If you decide to not use a Load Balancer, you can list the Supervisors individually in ADMIN > Settings > Cluster Config > Supervisors. Make sure that the Supervisor addresses or host names are reachable from the Collectors, Agents and GUI users. A GUI user can log in to any Supervisor and use FortiSIEM.

Note that Workers to Supervisors communication is maintained internally – Workers are aware of the Supervisors and their Leader/Follower role and communicate to the appropriate node in a load balanced manner.

If the Leader Supervisor fails, then you need to login to the Follower Supervisor in the chain and promote that node to be the Leader by following the instructions in Failover Operations.

The Disaster Recovery feature works with Active-Active Supervisor Cluster. You can login to any Active-Active Supervisor and define the Supervisor for Disaster Recovery. The Primary Leader will replicate the PostGreSQL database, Profile database and SVN-lite files to the Secondary.

FortiSIEM Manager feature also works with Active-Active Supervisor Cluster. You can login to any Active-Active Supervisor and define the FortiSIEM Manager.

To upgrade an Active-Active Supervisor cluster, upgrade the Leader first and then the Followers. See the Upgrade Guide for more information.

Configuration

The following topics are available for configuration.

Adding Primary Leader

Installation

Follow the appropriate Installation Guide, available at the FortiSIEM Doc Library here. During the installation process, select 1 Supervisor at the Config Target window and complete the Installation.

Configuration

When the license is installed, the FortiSIEM unit will be recognized as the Leader. No special configuration is required. For steps on acquiring the UUID, see Collecting UUID and SSH Public Key.

Adding Primary Follower

Installation

Note that you need a High Availability License to add a Follower.

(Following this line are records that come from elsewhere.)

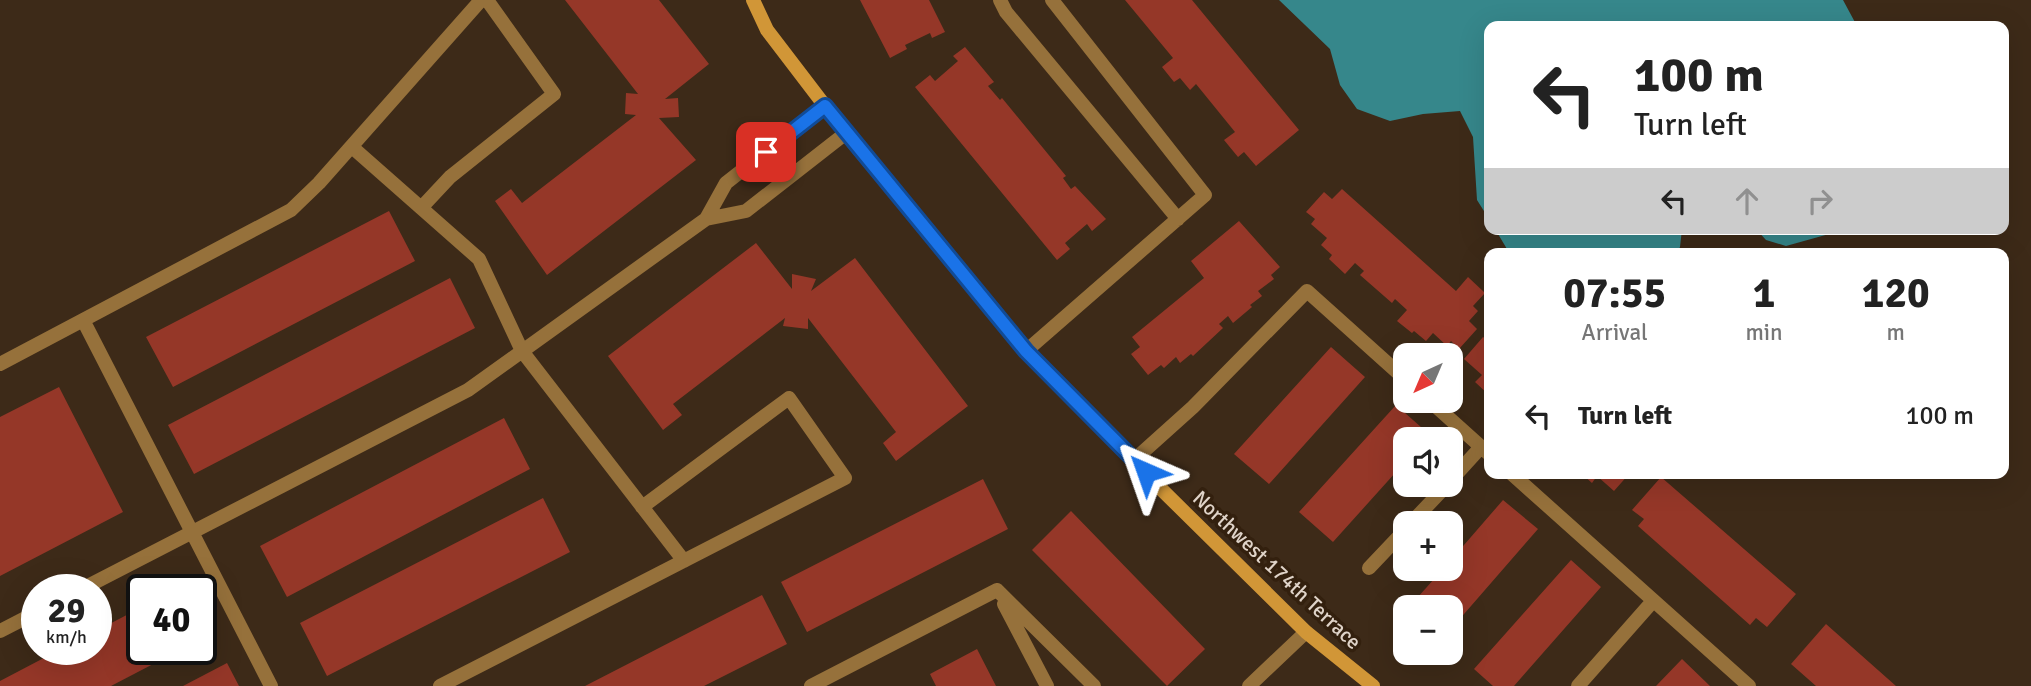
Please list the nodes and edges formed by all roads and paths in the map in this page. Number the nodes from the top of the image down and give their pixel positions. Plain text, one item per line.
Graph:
1 (484, 0) edge
2 (753, 0) edge
3 (1000, 0) edge
4 (1052, 0) edge
5 (825, 106) junction
6 (846, 133) junction
7 (352, 147) junction
8 (421, 208) junction
9 (706, 219) junction
10 (1178, 219) junction
11 (83, 320) junction
12 (522, 351) junction
13 (1026, 351) junction
14 (0, 364) edge
15 (1393, 368) edge
16 (1443, 413) edge
17 (1484, 449) edge
18 (1484, 451) edge
19 (1134, 460) junction
20 (1463, 469) edge
21 (1518, 479) edge
22 (1436, 497) edge
23 (642, 507) junction
24 (1422, 511) edge
25 (193, 532) junction
26 (1393, 543) edge
27 (684, 561) junction
28 (1370, 568) dead end
29 (111, 574) edge
30 (997, 590) junction
31 (1653, 601) junction
32 (21, 620) edge
33 (0, 631) edge
34 (1306, 632) junction
35 (271, 686) edge
36 (440, 686) edge
37 (811, 686) edge
38 (1047, 686) edge
39 (1094, 686) edge
40 (1249, 686) edge
41 (1373, 686) edge
42 (1578, 686) edge
43 (1749, 686) edge

1 - 7 lane
1 - 8 lane
2 - 5 street, Northwest 174th Terrace
3 - 10 lane
4 - 10 lane
5 - 6 street, Northwest 174th Terrace
5 - 9 lane
6 - 9 lane
6 - 13 street, Northwest 174th Terrace
7 - 8 lane
7 - 11 lane
8 - 12 lane
9 - 12 lane
10 - 13 lane
11 - 14 lane
11 - 25 lane
12 - 23 lane
12 - 25 lane
13 - 19 street, Northwest 174th Terrace
15 - 19 lane
16 - 17 lane
18 - 20 lane
19 - 34 street, Northwest 174th Terrace
21 - 31 lane
22 - 24 lane
23 - 27 lane
23 - 27 lane
25 - 29 lane
25 - 35 lane
26 - 28 lane
27 - 36 lane
30 - 37 lane
30 - 38 lane
30 - 39 lane
31 - 42 lane
31 - 43 lane
32 - 33 lane
34 - 40 lane
34 - 41 street, Northwest 174th Terrace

Follow the appropriate Installation Guide, available at the FortiSIEM Doc Library here. During the installation process, select 5 Supervisor Follower at the Config Target window and complete the installation.

Configuration

Note that the Primary Follower node will be added to the end of linked list of currently configured Supervisors. For example, if you currently have only one Supervisor node, then the new Follower node will follow the currently installed Supervisor (which is the Leader). If you currently have one Supervisor and one Follower node, e.g. Leader -> Follower1, then the new Follower node will follow the last Follower node, e.g. Leader -> Follower1 -> Follower2.

When you add a Follower node via the GUI, FortiSIEM will automatically detect the last Follower node and configure the new node to follow the last Follower node, which can be considered its Leader. The new Follower node needs to get the Profile database and SVN-Lite configuration from the Leader via rsync (using SSH keys). Before you begin to add the Follower node, please obtain its UUID and SSH public key using the information described. See Collecting UUID and SSH Public Key for the steps to acquire this.

To add a Follower node, take the following steps.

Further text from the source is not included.